Top of RECORDS FOR THE TASK
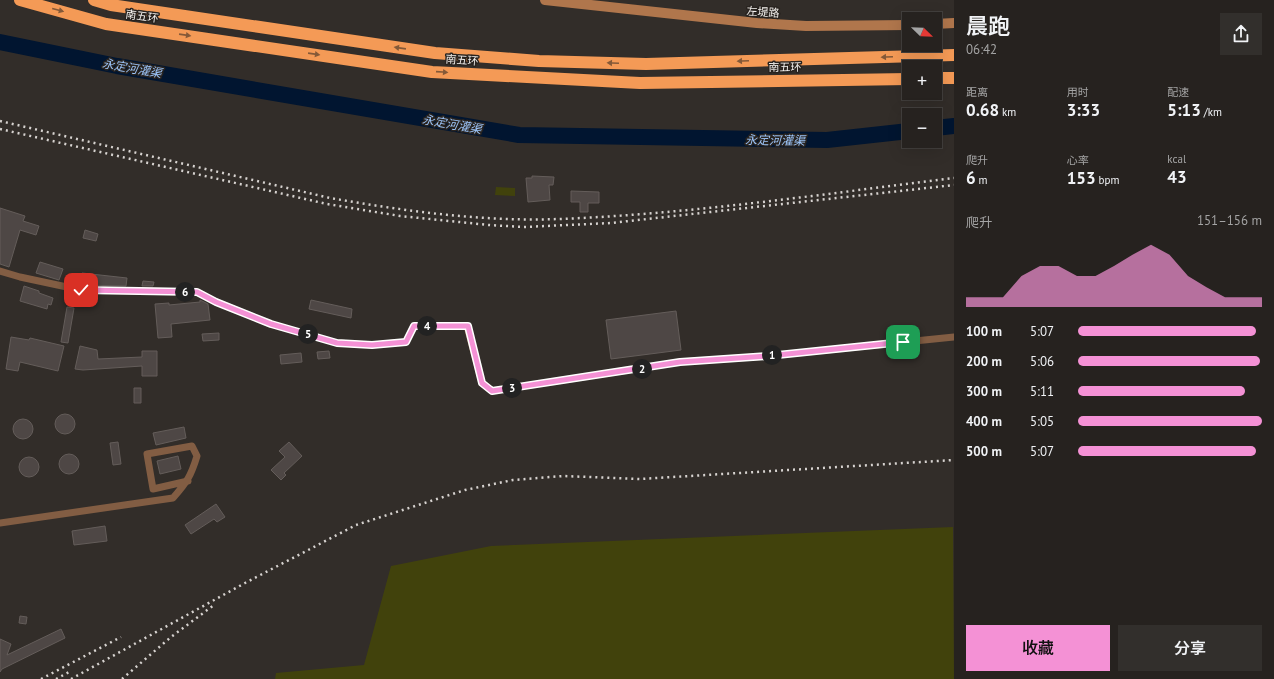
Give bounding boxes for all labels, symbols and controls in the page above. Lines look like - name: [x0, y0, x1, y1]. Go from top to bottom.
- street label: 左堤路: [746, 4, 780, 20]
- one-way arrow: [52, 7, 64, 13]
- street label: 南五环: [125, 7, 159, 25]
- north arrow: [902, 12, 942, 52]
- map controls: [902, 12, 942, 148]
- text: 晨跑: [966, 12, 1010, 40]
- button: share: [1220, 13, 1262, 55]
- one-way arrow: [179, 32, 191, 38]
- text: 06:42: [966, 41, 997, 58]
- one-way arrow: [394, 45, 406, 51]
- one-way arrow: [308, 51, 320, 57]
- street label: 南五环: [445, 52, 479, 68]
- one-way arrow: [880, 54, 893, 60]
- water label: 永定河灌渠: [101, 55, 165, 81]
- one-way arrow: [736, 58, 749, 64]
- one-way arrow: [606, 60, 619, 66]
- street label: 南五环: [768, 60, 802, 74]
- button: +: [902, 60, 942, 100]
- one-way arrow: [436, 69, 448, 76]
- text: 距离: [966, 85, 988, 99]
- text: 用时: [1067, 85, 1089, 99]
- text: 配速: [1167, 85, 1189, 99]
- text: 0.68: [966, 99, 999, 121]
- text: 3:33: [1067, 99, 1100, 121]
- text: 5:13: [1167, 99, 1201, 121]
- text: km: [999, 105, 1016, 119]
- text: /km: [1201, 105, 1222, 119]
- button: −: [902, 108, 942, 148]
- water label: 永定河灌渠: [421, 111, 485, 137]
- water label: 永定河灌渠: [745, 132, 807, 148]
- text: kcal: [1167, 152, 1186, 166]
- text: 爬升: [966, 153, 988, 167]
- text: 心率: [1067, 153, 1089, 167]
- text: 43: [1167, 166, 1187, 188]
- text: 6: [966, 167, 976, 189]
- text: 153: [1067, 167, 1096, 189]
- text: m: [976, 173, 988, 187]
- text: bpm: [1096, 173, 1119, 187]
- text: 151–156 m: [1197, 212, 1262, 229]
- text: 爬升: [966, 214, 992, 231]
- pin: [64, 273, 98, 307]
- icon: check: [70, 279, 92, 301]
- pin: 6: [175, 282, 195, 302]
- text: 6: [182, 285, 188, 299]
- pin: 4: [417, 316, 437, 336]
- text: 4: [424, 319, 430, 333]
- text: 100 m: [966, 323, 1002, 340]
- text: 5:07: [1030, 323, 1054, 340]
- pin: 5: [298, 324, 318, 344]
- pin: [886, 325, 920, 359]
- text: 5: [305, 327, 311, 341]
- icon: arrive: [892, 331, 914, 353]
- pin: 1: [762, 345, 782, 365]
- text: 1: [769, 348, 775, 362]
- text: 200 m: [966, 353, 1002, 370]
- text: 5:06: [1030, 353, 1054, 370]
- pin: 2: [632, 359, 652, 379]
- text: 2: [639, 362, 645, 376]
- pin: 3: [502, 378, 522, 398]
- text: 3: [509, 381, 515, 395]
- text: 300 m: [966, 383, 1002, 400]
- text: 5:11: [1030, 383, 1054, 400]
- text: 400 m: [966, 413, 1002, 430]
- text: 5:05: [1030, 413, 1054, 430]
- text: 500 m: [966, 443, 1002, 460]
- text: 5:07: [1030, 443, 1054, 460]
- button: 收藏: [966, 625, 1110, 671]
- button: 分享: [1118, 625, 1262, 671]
Bottom of RECORDS FOR THE TASK
TASK TO COMPLETE: Reproduce each line of the records in which the word "button" appears.

THE ANSWER:
- button: share: [1220, 13, 1262, 55]
- button: +: [902, 60, 942, 100]
- button: −: [902, 108, 942, 148]
- button: 收藏: [966, 625, 1110, 671]
- button: 分享: [1118, 625, 1262, 671]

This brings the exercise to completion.